Saving for retirement is one of those goals that most people start working on when they are relatively young. By working away at it over the length of your working life, you should be able to save enough to enjoy retirement.
But many challenges can come up and affect this. For example, money saved in a savings account may need to be used to repair damages to the family home. One of the ways to circumvent this particular problem is through a retirement fund, such as a 401(k), 457 plan, IRA, or SEP. However, these can potentially be lost or significantly reduced by divorce.
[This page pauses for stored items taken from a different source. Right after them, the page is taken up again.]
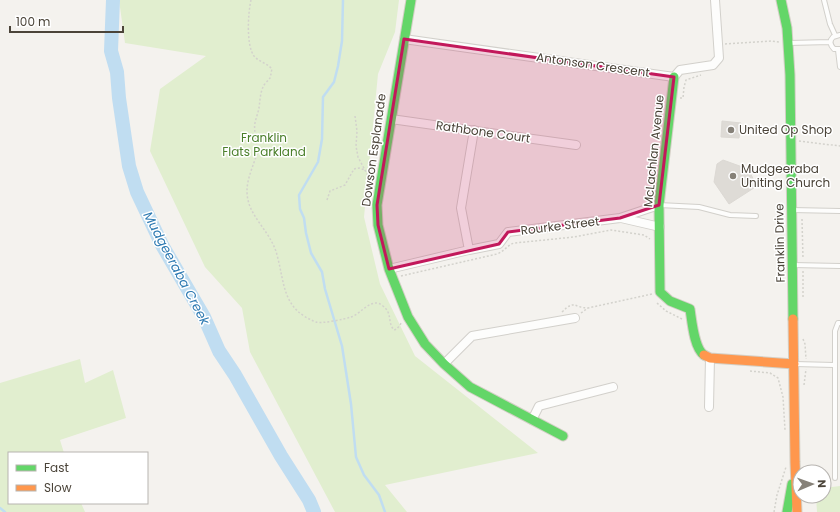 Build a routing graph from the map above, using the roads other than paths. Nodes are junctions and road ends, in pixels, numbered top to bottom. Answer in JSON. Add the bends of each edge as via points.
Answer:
{"nodes":[{"id":1,"x":412,"y":0,"type":"edge"},
{"id":2,"x":715,"y":0,"type":"edge"},
{"id":3,"x":781,"y":0,"type":"edge"},
{"id":4,"x":824,"y":0,"type":"edge"},
{"id":5,"x":838,"y":35,"type":"edge"},
{"id":6,"x":404,"y":39,"type":"junction"},
{"id":7,"x":830,"y":42,"type":"junction"},
{"id":8,"x":788,"y":43,"type":"junction"},
{"id":9,"x":839,"y":50,"type":"edge"},
{"id":10,"x":840,"y":67,"type":"edge"},
{"id":11,"x":674,"y":77,"type":"junction"},
{"id":12,"x":391,"y":118,"type":"junction"},
{"id":13,"x":474,"y":130,"type":"junction"},
{"id":14,"x":576,"y":145,"type":"dead end"},
{"id":15,"x":659,"y":205,"type":"junction"},
{"id":16,"x":792,"y":210,"type":"junction"},
{"id":17,"x":840,"y":211,"type":"edge"},
{"id":18,"x":756,"y":216,"type":"dead end"},
{"id":19,"x":620,"y":218,"type":"junction"},
{"id":20,"x":660,"y":227,"type":"junction"},
{"id":21,"x":469,"y":250,"type":"junction"},
{"id":22,"x":792,"y":265,"type":"junction"},
{"id":23,"x":840,"y":266,"type":"edge"},
{"id":24,"x":389,"y":269,"type":"junction"},
{"id":25,"x":575,"y":318,"type":"road end"},
{"id":26,"x":840,"y":323,"type":"edge"},
{"id":27,"x":710,"y":358,"type":"junction"},
{"id":28,"x":444,"y":364,"type":"junction"},
{"id":29,"x":794,"y":364,"type":"junction"},
{"id":30,"x":834,"y":365,"type":"junction"},
{"id":31,"x":613,"y":388,"type":"dead end"},
{"id":32,"x":709,"y":407,"type":"dead end"},
{"id":33,"x":532,"y":420,"type":"junction"},
{"id":34,"x":563,"y":436,"type":"dead end"},
{"id":35,"x":840,"y":455,"type":"edge"},
{"id":36,"x":834,"y":456,"type":"junction"},
{"id":37,"x":790,"y":463,"type":"junction"},
{"id":38,"x":834,"y":478,"type":"dead end"},
{"id":39,"x":787,"y":512,"type":"edge"},
{"id":40,"x":797,"y":512,"type":"edge"}],
"edges":[{"from":1,"to":6,"type":"street","name":"Dowson Esplanade"},
{"from":2,"to":11,"type":"street","via":[[719,58],[713,65],[680,70]]},
{"from":3,"to":8,"type":"street","name":"Franklin Drive"},
{"from":4,"to":5,"type":"lane","via":[[830,24]]},
{"from":5,"to":7,"type":"lane"},
{"from":6,"to":11,"type":"street","name":"Antonson Crescent"},
{"from":6,"to":12,"type":"street","name":"Dowson Esplanade"},
{"from":7,"to":8,"type":"lane"},
{"from":7,"to":9,"type":"lane","via":[[834,49]]},
{"from":8,"to":16,"type":"street","name":"Franklin Drive"},
{"from":9,"to":10,"type":"lane"},
{"from":11,"to":15,"type":"street","name":"McLachlan Avenue"},
{"from":12,"to":13,"type":"street","name":"Rathbone Court"},
{"from":12,"to":24,"type":"street","name":"Dowson Esplanade","via":[[377,205],[378,225]]},
{"from":13,"to":14,"type":"street","name":"Rathbone Court"},
{"from":13,"to":21,"type":"street","via":[[461,208]]},
{"from":15,"to":18,"type":"lane"},
{"from":15,"to":19,"type":"street","name":"Rourke Street"},
{"from":15,"to":20,"type":"street","name":"McLachlan Avenue"},
{"from":16,"to":17,"type":"lane"},
{"from":16,"to":22,"type":"street","name":"Franklin Drive"},
{"from":19,"to":20,"type":"street","name":"Rourke Street"},
{"from":19,"to":21,"type":"street","name":"Rourke Street","via":[[508,232],[499,244]]},
{"from":20,"to":27,"type":"street","name":"McLachlan Avenue","via":[[660,292],[670,301],[690,309],[697,346],[702,354]]},
{"from":21,"to":24,"type":"street","name":"Rourke Street"},
{"from":22,"to":23,"type":"lane"},
{"from":22,"to":29,"type":"street","name":"Franklin Drive"},
{"from":24,"to":28,"type":"street","name":"Dowson Esplanade","via":[[408,317],[425,344]]},
{"from":25,"to":28,"type":"street","via":[[472,336]]},
{"from":26,"to":30,"type":"lane","via":[[835,331]]},
{"from":27,"to":29,"type":"street"},
{"from":27,"to":32,"type":"street"},
{"from":28,"to":33,"type":"street","name":"Dowson Esplanade","via":[[470,387]]},
{"from":29,"to":30,"type":"lane"},
{"from":29,"to":37,"type":"street","name":"Franklin Drive"},
{"from":30,"to":36,"type":"lane"},
{"from":31,"to":33,"type":"street","via":[[539,406]]},
{"from":33,"to":34,"type":"street","name":"Dowson Esplanade"},
{"from":35,"to":36,"type":"lane"},
{"from":36,"to":38,"type":"lane"},
{"from":37,"to":39,"type":"street"},
{"from":37,"to":40,"type":"street"}]} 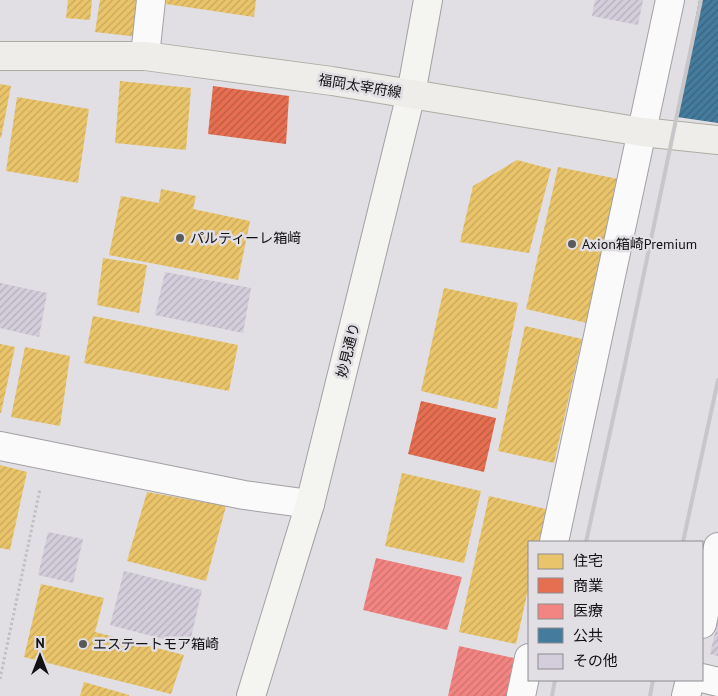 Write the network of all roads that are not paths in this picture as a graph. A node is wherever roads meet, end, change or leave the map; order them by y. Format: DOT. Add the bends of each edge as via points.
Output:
graph roads {
  1 [pos="151,0"];
  2 [pos="428,0"];
  3 [pos="670,0"];
  4 [pos="0,56"];
  5 [pos="146,56"];
  6 [pos="411,94"];
  7 [pos="642,132"];
  8 [pos="718,140"];
  9 [pos="0,446"];
  10 [pos="310,504"];
  11 [pos="554,541"];
  12 [pos="718,547"];
  13 [pos="703,619"];
  14 [pos="528,663"];
  15 [pos="703,678"];
  16 [pos="690,681"];
  17 [pos="718,682"];
  18 [pos="251,696"];
  19 [pos="521,696"];
  20 [pos="686,696"];
  1 -- 5 [label="street"];
  2 -- 6 [label="main road, 妙見通り"];
  3 -- 7 [label="street"];
  4 -- 5 [label="main road, 福岡太宰府線"];
  5 -- 6 [label="main road, 福岡太宰府線"];
  6 -- 7 [label="main road, 福岡太宰府線"];
  6 -- 10 [label="main road, 妙見通り"];
  7 -- 8 [label="main road, 福岡太宰府線"];
  7 -- 11 [label="street"];
  9 -- 10 [label="street" via="244,495"];
  10 -- 18 [label="main road, 妙見通り"];
  12 -- 13 [label="street"];
  14 -- 19 [label="street"];
  15 -- 17 [label="street"];
  16 -- 20 [label="street"];
}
To better understand how retirement funds are treated during a divorce settlement in Maryland, we will first need to discuss the concept of marital property. This concept is vital to everything that follows. Following this, we will be able to dig into a discussion of how retirement funds are divided. However, many couples divide their retirement assets through a separation agreement. Still, some crucial points slip through the cracks when assets are divided this way, so we’ll also be highlighting these.
How Does Marital Property Work?
When divorcing, much attention is paid to what is and isn’t marital property. The property and assets a person brings into a marriage are theirs and theirs alone; in contrast, those assets earned and purchased during the marriage are marital property.
When a couple divorces, they split the marital property. The way that marital property is divided will depend on what state they are in. Some states aim to divide marital property as close to 50/50% as possible. However, Maryland is an equitable property state, so it doesn’t concern itself with being as even as possible.
In a state like Maryland, marital property is divided in a fair and just manner. This may mean that the individual who earns more money ends up with more of the marital debts, for example. It could mean several different outcomes, as the courts would weigh information such as how much each spouse earned, how much they contributed towards the home, how long the marriage lasted, and many other questions.
However, the property that would be divided in this manner is only the marital property. So to determine what happens to a retirement account, it must first be determined whether or not that account was composed of marital assets. In some cases, this may be easy to determine. In others, it may be more difficult because it is a combination of marital and individual assets.
How Are Retirement Funds Divided?
If the assets in a retirement fund were gained from employment during the marriage, they will be considered marital assets. They are a little harder to deal with than most assets in that there are additional steps that need to be taken to divide them. We’ll talk about those steps in a moment, but first, let’s address one of the biggest areas of confusion.
Many people begin saving for their retirement prior to getting married. After the wedding, they continue saving for retirement in the same manner. This is perfectly normal, but it can result in a confusing situation whereupon a retirement account is made up of both marital and non-marital assets.
Those assets that were earned prior to the marriage should not be divided during a divorce. However, they could end up being divided if the individual in question fails to take the right precautions. The problem is that if you want to claim a portion of your retirement fund as non-marital property, you need to prove that the funds in question aren’t marital assets. The easiest way to do this is with a paper trail, but many people don’t keep accurate records. A failure to prove that the assets were non-marital would result in the assets being classified as marital property and divided accordingly.
When it comes time to divide retirement assets, it has to be remembered that federal law is involved in many retirement funds. To divide these funds, the court has to issue a Qualified Domestic Relations Order for the plan’s administrator to be able to transfer funds to the non-employee ex-spouse. In addition to allowing funds to be transferred from a retirement plan, this also allows the person being alloted the funds to deposit them into another retirement account without being charged penalties for early withdrawal.
Can You Divide Retirement Funds Through a Separation Agreement?
While the courts will divide marital assets when neither spouse can come to an agreement, the best way to ensure that both parties are happy with the outcome is to avoid the courts by coming to an agreement yourself. However, a Qualified Domestic Relations Order would still be needed to transfer funds.
Retirement funds may not be considered a priority when dividing marital assets. Many want to focus on property that has an immediate utility or value. For example, a marital home may seem far more important than retirement assets. Yet it is crucial to consider what assets you will need throughout your life, especially regarding your retirement, and not just what is the most immediately helpful.
Consider, too, that different retirement assets may have different final values. For example, the IRS will tax withdrawals from pre-tax contributions but not post-tax contributions. So the numbers reflected in a retirement account may not be accurate when it comes time to use them. Rather than come up with a decision immediately, it is worth the time and effort to consider each retirement fund (and each piece of marital property) in depth.
Should I Work with an Attorney?
An experienced divorce attorney can help you not just with the divorce itself, but they can also help you make decisions about assets such as your retirement accounts. There is a lot of complicated decision-making that goes on when it comes to marital asset division. Still, an experienced attorney can make it easier by helping you spot issues you hadn’t considered and find solutions a less-experienced eye may miss.